Expression of 5 analyzed miRNAs (miR-320e, miR-16-5p, miR-451a, miR-223-3p, miR-25-3p) was not significantly different in nasal mucosa between allergic and non-allergic children, so these miRNAs are not likely to play a role in allergic inflammation in the nose. Interestingly, we found that miR-16 and miR-451a were significantly decreased in the adenoid tissue of allergic patients, suggesting that they may favor the expression of genes participating in adenoid hypertrophy in allergic patients. MiR-16 takes part in the allergic inflammation. Pangiban et al. demonstrated that several miRNAs, including miR-16, had different expression in patients with asthma and allergic rhinitis (AR) as compared to the controls and underlined their potential as future noninvasive biomarkers of allergic diseases [14]. Another study in asthmatic patients revealed the possible role of miR-16 in asthma exacerbation by regulating Th2 cytokine expression and favoring airway inflammation [15]. Yu et al. also demonstrated that miR-16 has the potential to serve as an asthma biomarker. Moreover, miR-16 regulates mRNA expression of adrenoreceptor β2, which is an agonist receptor for bronchodilators; thus miR-16 may affect their efficacy [16].

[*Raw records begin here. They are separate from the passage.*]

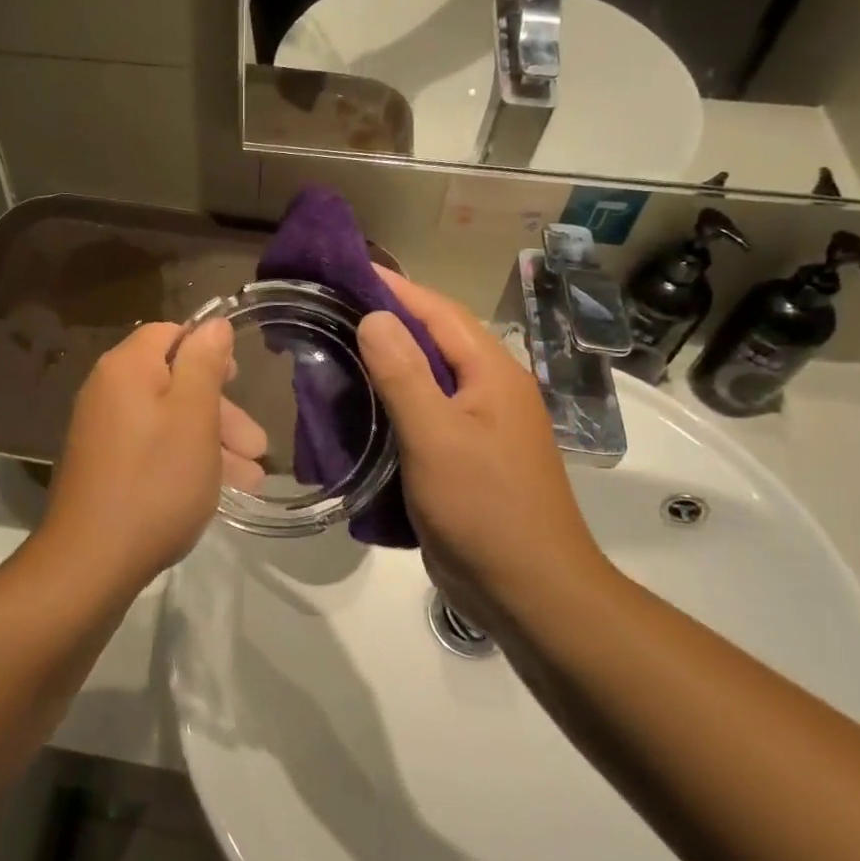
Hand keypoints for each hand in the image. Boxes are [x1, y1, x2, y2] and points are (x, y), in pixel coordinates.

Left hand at [40, 320, 267, 586]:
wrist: (91, 561)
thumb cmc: (155, 481)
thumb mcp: (193, 416)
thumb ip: (204, 363)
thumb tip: (213, 323)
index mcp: (127, 368)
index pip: (170, 334)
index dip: (208, 351)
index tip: (238, 380)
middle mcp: (108, 390)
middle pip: (173, 381)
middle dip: (221, 412)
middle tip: (257, 446)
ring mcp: (102, 430)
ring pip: (168, 420)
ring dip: (211, 443)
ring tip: (251, 480)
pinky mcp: (103, 465)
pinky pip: (151, 448)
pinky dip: (185, 460)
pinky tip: (216, 490)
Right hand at [356, 269, 609, 633]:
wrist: (529, 592)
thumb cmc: (485, 508)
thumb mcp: (436, 436)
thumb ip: (404, 374)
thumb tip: (374, 316)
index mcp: (492, 373)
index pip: (438, 311)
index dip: (393, 287)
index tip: (345, 268)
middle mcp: (490, 389)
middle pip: (434, 338)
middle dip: (386, 319)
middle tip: (330, 308)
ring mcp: (480, 424)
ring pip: (427, 376)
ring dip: (386, 360)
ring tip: (334, 348)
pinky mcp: (465, 456)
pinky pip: (424, 411)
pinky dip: (391, 399)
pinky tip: (358, 404)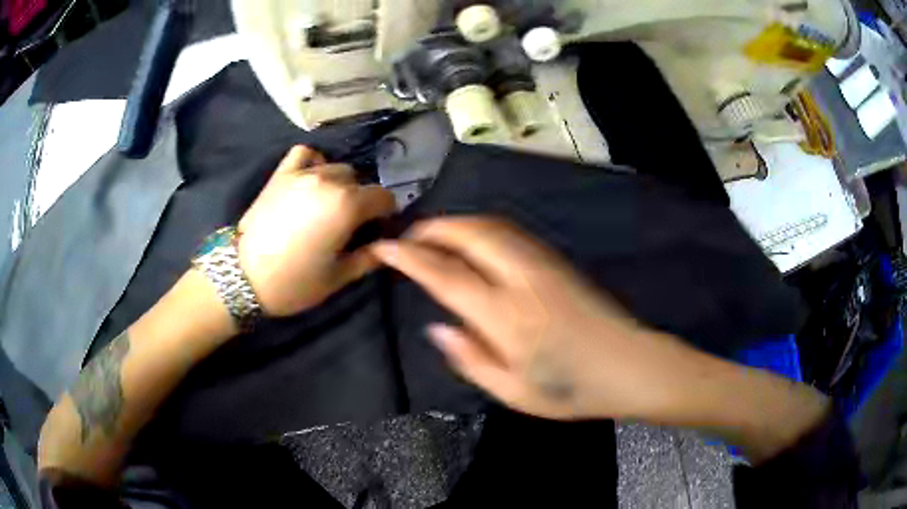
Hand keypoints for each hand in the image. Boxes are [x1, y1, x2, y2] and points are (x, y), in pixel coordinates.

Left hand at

Pathway analysis of predicted target genes for miR-16 and miR-451a have identified several potential regulatory mechanisms that might be involved in allergic inflammation. For example, the PI3K-Akt pathway, regulated by both the miRNAs, modulates airway inflammation and airway hyper-responsiveness [17]. MAPK signaling pathway contributes to the expression of proinflammatory genes [18]. Moreover, the neurotrophin signaling pathway modulates biological effects of infiltrated eosinophils in the allergic airways [19].

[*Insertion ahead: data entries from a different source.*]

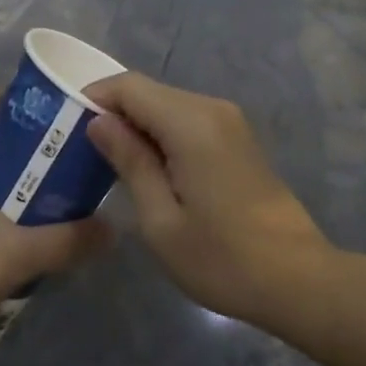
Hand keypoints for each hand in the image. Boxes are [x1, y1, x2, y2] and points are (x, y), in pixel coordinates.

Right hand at [86, 73, 338, 340]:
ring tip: (111, 163)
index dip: (95, 97)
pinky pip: (188, 120)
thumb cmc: (222, 258)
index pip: (129, 86)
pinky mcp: (237, 138)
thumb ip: (129, 162)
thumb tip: (99, 122)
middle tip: (83, 151)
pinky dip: (162, 134)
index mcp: (190, 122)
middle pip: (149, 92)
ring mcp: (229, 120)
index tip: (67, 126)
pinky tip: (150, 169)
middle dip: (114, 113)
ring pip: (168, 105)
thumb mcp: (161, 220)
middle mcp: (211, 108)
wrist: (298, 279)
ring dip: (138, 125)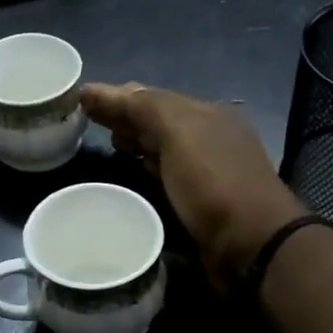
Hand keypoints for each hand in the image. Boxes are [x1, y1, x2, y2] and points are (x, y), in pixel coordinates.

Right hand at [81, 82, 308, 288]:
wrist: (250, 243)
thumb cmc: (213, 182)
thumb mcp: (179, 133)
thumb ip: (142, 107)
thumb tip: (98, 90)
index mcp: (206, 115)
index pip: (152, 98)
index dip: (118, 97)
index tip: (82, 99)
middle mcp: (208, 138)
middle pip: (158, 122)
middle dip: (125, 118)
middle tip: (88, 120)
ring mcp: (206, 172)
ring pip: (162, 149)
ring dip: (135, 143)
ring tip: (107, 143)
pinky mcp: (199, 203)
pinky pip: (166, 177)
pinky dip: (146, 169)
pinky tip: (132, 173)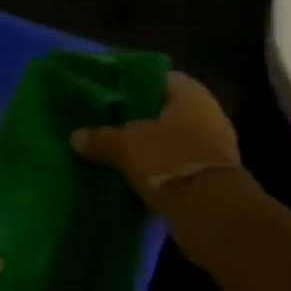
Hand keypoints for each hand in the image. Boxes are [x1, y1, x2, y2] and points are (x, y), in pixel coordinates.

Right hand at [70, 72, 241, 214]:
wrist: (211, 212)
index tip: (107, 96)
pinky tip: (138, 174)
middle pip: (164, 109)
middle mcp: (207, 111)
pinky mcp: (213, 173)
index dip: (130, 85)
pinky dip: (161, 167)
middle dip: (139, 118)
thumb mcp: (126, 146)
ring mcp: (214, 144)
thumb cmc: (168, 160)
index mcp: (190, 92)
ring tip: (118, 151)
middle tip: (108, 124)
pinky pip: (179, 162)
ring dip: (151, 145)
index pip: (155, 77)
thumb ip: (101, 138)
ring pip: (172, 137)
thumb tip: (75, 137)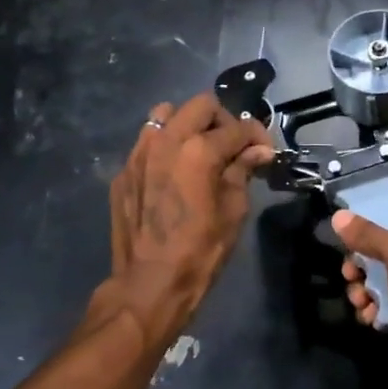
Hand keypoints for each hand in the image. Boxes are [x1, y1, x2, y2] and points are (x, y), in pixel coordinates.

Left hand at [99, 93, 271, 347]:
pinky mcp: (123, 171)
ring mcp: (138, 153)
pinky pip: (146, 143)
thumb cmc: (201, 250)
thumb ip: (243, 171)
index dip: (257, 136)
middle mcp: (165, 140)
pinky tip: (173, 175)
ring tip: (199, 152)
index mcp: (198, 149)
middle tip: (233, 147)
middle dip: (222, 120)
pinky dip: (165, 148)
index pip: (237, 127)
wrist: (150, 282)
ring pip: (165, 116)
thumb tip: (258, 151)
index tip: (264, 152)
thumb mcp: (234, 211)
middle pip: (200, 106)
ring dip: (188, 126)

MiR-451 plays a role in pathogenesis of various cancers, but its exact role in allergic inflammation is still not fully understood. Macrophages activated by reactive oxygen species have altered miR-451 expression, suggesting its important role in macrophage maturation [20]. Chung et al. investigated the role of miR-451 in a mouse model of allergic asthma and found that its levels are significantly decreased, affecting macrophage activation in lungs. Macrophages isolated from mice’s lungs had increased levels of CCL17 and sirtuin-2, indicating miR-451 function in regulating the allergic response [21].
Identifying the altered expression of particular miRNAs in allergic patients could help to understand the pathogenesis of AH formation, linking it to allergic inflammation. Further miRNAs studies would enable the mechanisms underlying morbidities to be explained and could possibly lead to the development of biomarkers or even therapeutic options in cases where current therapy is unfortunately insufficient.
There are two major limitations to this study that are going to be addressed in future research. The primary limitation is the small sample size. Another limitation is the lack of target gene verification addressed at altered miRNAs, which will be dealt with in a future study.
Conclusions
We have documented that miRNAs are expressed in adenoid tissue in children and that the expression of two of them, miR-16 and miR-451a, differs between allergic and non-allergic patients. These miRNAs may be involved in adenoid hypertrophy formation in allergic patients. Further studies are needed to better understand their exact role in the induction of allergic-type inflammation.
Acknowledgments
This work was supported by the Poznan University of Medical Sciences (Grant number: 502-01-01105122-04348).
The data that support the findings of this study are available from the corresponding author, upon request.
Conflict of interest
The authors declare no conflict of interest.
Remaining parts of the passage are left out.